**Directions:** Work through the data below and copy out every line where "REZENDE" is found.

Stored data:
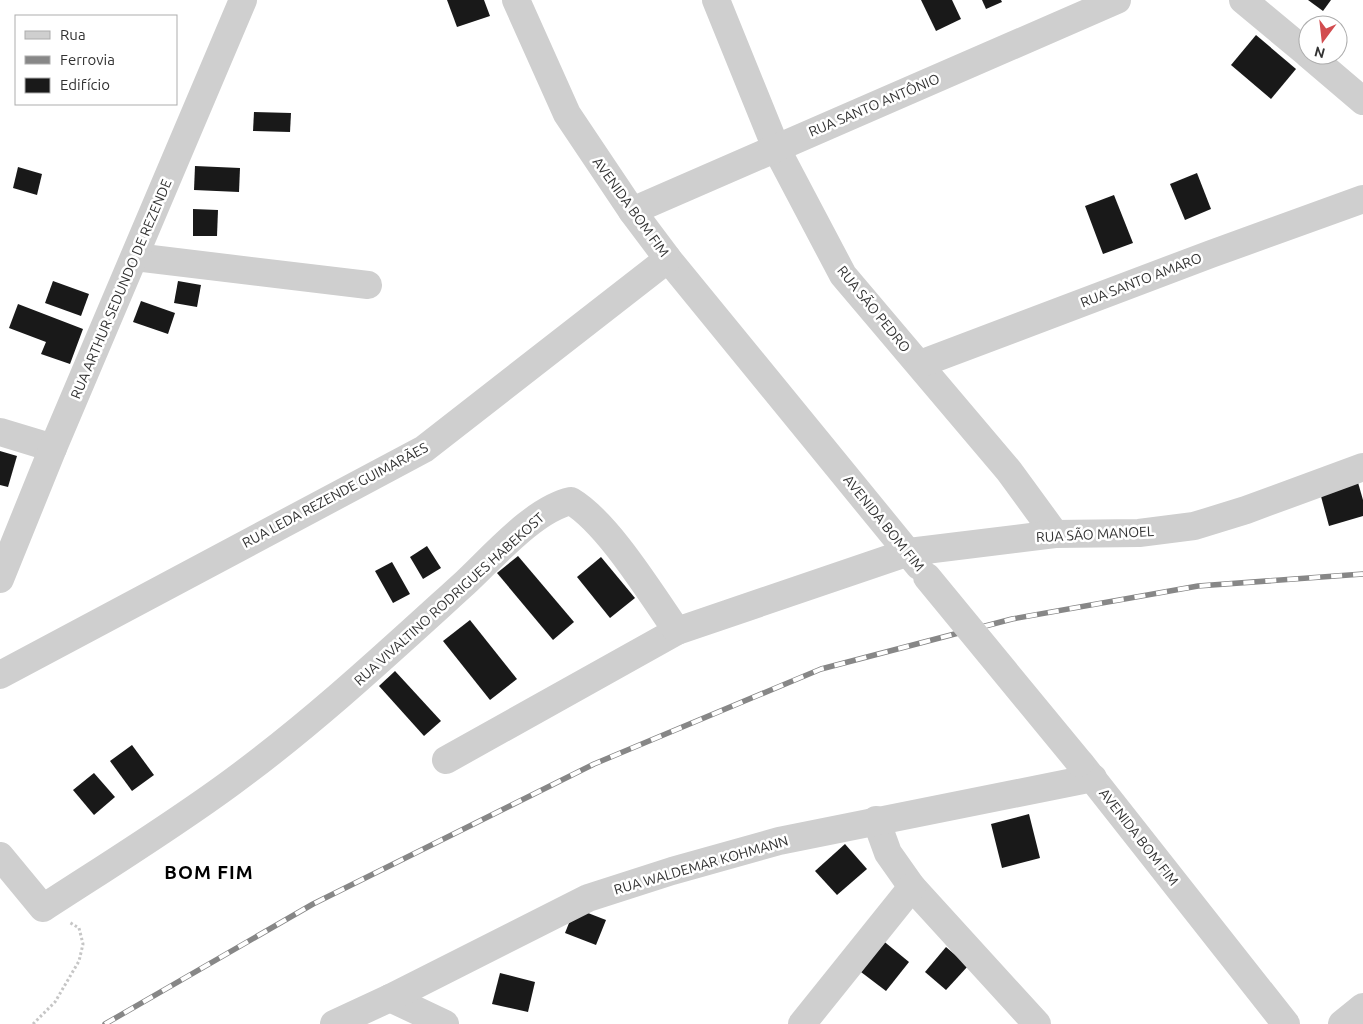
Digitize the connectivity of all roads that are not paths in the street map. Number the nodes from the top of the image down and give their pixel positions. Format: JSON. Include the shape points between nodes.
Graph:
{"nodes":[{"id":1,"x":243,"y":0,"type":"edge"},
{"id":2,"x":516,"y":0,"type":"edge"},
{"id":3,"x":716,"y":0,"type":"edge"},
{"id":4,"x":1117,"y":0,"type":"edge"},
{"id":5,"x":1243,"y":0,"type":"edge"},
{"id":6,"x":1298,"y":47,"type":"edge"},
{"id":7,"x":1320,"y":65,"type":"edge"},
{"id":8,"x":1363,"y":101,"type":"edge"},
{"id":9,"x":776,"y":148,"type":"junction"},
{"id":10,"x":1363,"y":199,"type":"edge"},
{"id":11,"x":632,"y":211,"type":"junction"},
{"id":12,"x":135,"y":258,"type":"junction"},
{"id":13,"x":668,"y":259,"type":"junction"},
{"id":14,"x":368,"y":285,"type":"dead end"},
{"id":15,"x":920,"y":364,"type":"junction"},
{"id":16,"x":0,"y":432,"type":"edge"},
{"id":17,"x":53,"y":448,"type":"junction"},
{"id":18,"x":1363,"y":467,"type":"edge"},
{"id":19,"x":1055,"y":534,"type":"junction"},
{"id":20,"x":908,"y":552,"type":"junction"},
{"id":21,"x":0,"y":579,"type":"edge"},
{"id":22,"x":677,"y":631,"type":"junction"},
{"id":23,"x":0,"y":675,"type":"edge"},
{"id":24,"x":446,"y":760,"type":"dead end"},
{"id":25,"x":1086,"y":771,"type":"junction"},
{"id":26,"x":876,"y":820,"type":"junction"},
{"id":27,"x":0,"y":856,"type":"edge"},
{"id":28,"x":912,"y":887,"type":"junction"},
{"id":29,"x":390,"y":998,"type":"junction"},
{"id":30,"x":1363,"y":1008,"type":"edge"},
{"id":31,"x":334,"y":1024,"type":"edge"},
{"id":32,"x":445,"y":1024,"type":"edge"},
{"id":33,"x":802,"y":1024,"type":"edge"},
{"id":34,"x":1037,"y":1024,"type":"edge"},
{"id":35,"x":1286,"y":1024,"type":"edge"},
{"id":36,"x":1342,"y":1024,"type":"edge"}],
"edges":[{"from":1,"to":12,"type":"street","name":"RUA ARTHUR SEDUNDO DE REZENDE"},
{"from":2,"to":11,"type":"street","name":"AVENIDA BOM FIM","via":[[566,114]]},
{"from":3,"to":9,"type":"street","name":"RUA SÃO PEDRO"},
{"from":4,"to":9,"type":"street","name":"RUA SANTO ANTÔNIO"},
{"from":5,"to":6,"type":"street"},
{"from":7,"to":8,"type":"street"},
{"from":9,"to":11,"type":"street","name":"RUA SANTO ANTÔNIO"},
{"from":9,"to":15,"type":"street","name":"RUA SÃO PEDRO","via":[[843,275]]},
{"from":10,"to":15,"type":"street","name":"RUA SANTO AMARO"},
{"from":11,"to":13,"type":"street","name":"AVENIDA BOM FIM"},
{"from":12,"to":14,"type":"street"},
{"from":12,"to":17,"type":"street","name":"RUA ARTHUR SEDUNDO DE REZENDE"},
{"from":13,"to":20,"type":"street","name":"AVENIDA BOM FIM"},
{"from":13,"to":23,"type":"street","name":"RUA LEDA REZENDE GUIMARÃES","via":[[424,449]]},
{"from":15,"to":19,"type":"street","name":"RUA SÃO PEDRO","via":[[1009,471]]},
{"from":16,"to":17,"type":"street"},
{"from":17,"to":21,"type":"street","name":"RUA ARTHUR SEDUNDO DE REZENDE"},
{"from":18,"to":19,"type":"street","name":"RUA SÃO MANOEL","via":[[1194,526],[1139,533]]},
{"from":19,"to":20,"type":"street","name":"RUA SÃO MANOEL"},
{"from":20,"to":22,"type":"street"},
{"from":20,"to":25,"type":"street","name":"AVENIDA BOM FIM","bridge":true},
{"from":22,"to":24,"type":"street"},
{"from":22,"to":27,"type":"street","name":"RUA VIVALTINO RODRIGUES HABEKOST","via":[[612,540],[585,509],[572,501],[557,504],[524,528],[357,681],[296,732],[209,798],[42,908]]},
{"from":25,"to":26,"type":"street","name":"RUA WALDEMAR KOHMANN"},
{"from":25,"to":35,"type":"street","name":"AVENIDA BOM FIM"},
{"from":26,"to":28,"type":"street","via":[[888,854]]},
{"from":26,"to":29,"type":"street","name":"RUA WALDEMAR KOHMANN","via":[[779,841],[588,898]]},
{"from":28,"to":33,"type":"street"},
{"from":28,"to":34,"type":"street"},
{"from":29,"to":31,"type":"street","name":"RUA WALDEMAR KOHMANN"},
{"from":29,"to":32,"type":"street"},
{"from":30,"to":36,"type":"street"}]}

**Worked solution:**
"edges":[{"from":1,"to":12,"type":"street","name":"RUA ARTHUR SEDUNDO DE REZENDE"},
{"from":12,"to":17,"type":"street","name":"RUA ARTHUR SEDUNDO DE REZENDE"},
{"from":13,"to":23,"type":"street","name":"RUA LEDA REZENDE GUIMARÃES","via":[[424,449]]},
{"from":17,"to":21,"type":"street","name":"RUA ARTHUR SEDUNDO DE REZENDE"},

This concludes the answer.